The Nyegezi Social Training Institute was established with a view to
training indigenous manpower, regardless of race or creed, in
general management, and in professional skills such as rural social
development, journalism, accountancy, materials management, and
health administration.
When Bishop Joseph Blomjous retired in 1964, he handed over the
Institute to his successor, Bishop Renatus Butibubage, who in 1975
entrusted it to the Tanzania Episcopal Conference (TEC). The
Tanzania Episcopal Conference guided and managed the Nyegezi Social
Training Institute in achieving its aim of manpower training; in
all, more than 2500 men and women graduated from the Institute for
service in the countries of East and Central Africa until the 1990s.

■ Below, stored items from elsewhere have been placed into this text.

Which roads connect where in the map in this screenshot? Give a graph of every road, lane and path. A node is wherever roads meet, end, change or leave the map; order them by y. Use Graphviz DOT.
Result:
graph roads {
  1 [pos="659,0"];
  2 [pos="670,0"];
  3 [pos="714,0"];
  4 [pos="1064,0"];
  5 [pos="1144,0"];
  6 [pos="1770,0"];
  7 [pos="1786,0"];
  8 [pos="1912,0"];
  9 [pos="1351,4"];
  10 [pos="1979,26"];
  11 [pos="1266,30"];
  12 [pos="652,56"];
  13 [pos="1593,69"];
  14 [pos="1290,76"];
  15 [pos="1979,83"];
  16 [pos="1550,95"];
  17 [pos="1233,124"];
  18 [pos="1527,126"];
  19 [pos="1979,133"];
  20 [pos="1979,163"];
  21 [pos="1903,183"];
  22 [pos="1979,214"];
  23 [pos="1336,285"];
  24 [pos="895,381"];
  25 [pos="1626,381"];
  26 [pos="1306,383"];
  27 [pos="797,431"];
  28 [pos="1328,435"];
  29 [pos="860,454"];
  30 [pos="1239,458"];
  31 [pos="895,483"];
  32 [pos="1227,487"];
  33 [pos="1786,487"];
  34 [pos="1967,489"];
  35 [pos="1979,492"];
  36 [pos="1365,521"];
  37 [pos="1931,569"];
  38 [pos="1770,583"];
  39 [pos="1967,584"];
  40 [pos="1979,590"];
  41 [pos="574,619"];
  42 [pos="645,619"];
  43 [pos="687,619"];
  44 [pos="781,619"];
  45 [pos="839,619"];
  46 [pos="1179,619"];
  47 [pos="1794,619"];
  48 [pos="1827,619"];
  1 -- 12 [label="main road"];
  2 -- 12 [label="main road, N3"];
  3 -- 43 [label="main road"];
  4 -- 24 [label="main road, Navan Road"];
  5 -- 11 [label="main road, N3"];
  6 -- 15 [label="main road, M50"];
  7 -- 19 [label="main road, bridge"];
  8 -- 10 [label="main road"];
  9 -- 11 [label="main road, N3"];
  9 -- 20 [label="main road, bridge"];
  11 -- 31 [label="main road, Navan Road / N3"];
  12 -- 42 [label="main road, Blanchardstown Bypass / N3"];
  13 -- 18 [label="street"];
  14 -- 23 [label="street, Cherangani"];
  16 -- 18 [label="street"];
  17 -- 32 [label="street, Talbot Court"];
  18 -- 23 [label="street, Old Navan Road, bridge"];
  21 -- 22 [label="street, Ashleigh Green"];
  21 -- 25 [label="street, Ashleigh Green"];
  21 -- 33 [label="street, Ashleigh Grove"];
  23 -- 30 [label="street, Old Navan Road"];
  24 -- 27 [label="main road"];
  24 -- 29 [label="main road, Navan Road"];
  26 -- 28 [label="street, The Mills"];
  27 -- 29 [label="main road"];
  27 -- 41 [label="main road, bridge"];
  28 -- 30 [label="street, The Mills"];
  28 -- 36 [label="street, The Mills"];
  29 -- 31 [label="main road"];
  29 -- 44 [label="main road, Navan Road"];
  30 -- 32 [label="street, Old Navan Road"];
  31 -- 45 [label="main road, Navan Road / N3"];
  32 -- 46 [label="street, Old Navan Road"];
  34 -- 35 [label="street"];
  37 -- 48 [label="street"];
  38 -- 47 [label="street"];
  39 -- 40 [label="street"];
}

Since 1992 there was a move within the Tanzanian government to
liberalise the providing of social services, including higher
education. The changes in government policy coincided with a desire
among Church leaders to establish a Catholic university in Tanzania.
Relying on the Catholic Church’s long tradition in higher education,
the Bishops of Tanzania decided in 1996 that the time was ripe to
extend the Church’s service to university education. To give effect
to their decision, the Nyegezi Social Training Institute in Mwanza
was identified and was made the nucleus of the new Catholic
university, "St. Augustine University of Tanzania”(SAUT).
The Tanzania Episcopal Conference founded SAUT to embrace the ideals
of the Gospel message as it comes to the world through the Word of
God and through Catholic Tradition and the Teaching Church. Hence,
in matters of faith and morals the University acknowledges the
authority of Canon Law and the Apostolic Constitution “Ex Corde
Ecclesiae” for Catholic universities. At the same time, St.
Augustine University of Tanzania, having been established in
accordance with the laws of Tanzania, operates under the direction
of the Tanzania Commission of Universities (TCU) in accordance with
the provisions of the Universities Act No. 7 of 2005.
The University attracts students from Tanzania and elsewhere,
particularly the countries of East and Central Africa: Kenya,
Uganda, Sudan, Ethiopia, Eritrea, Burundi, Malawi and Zambia.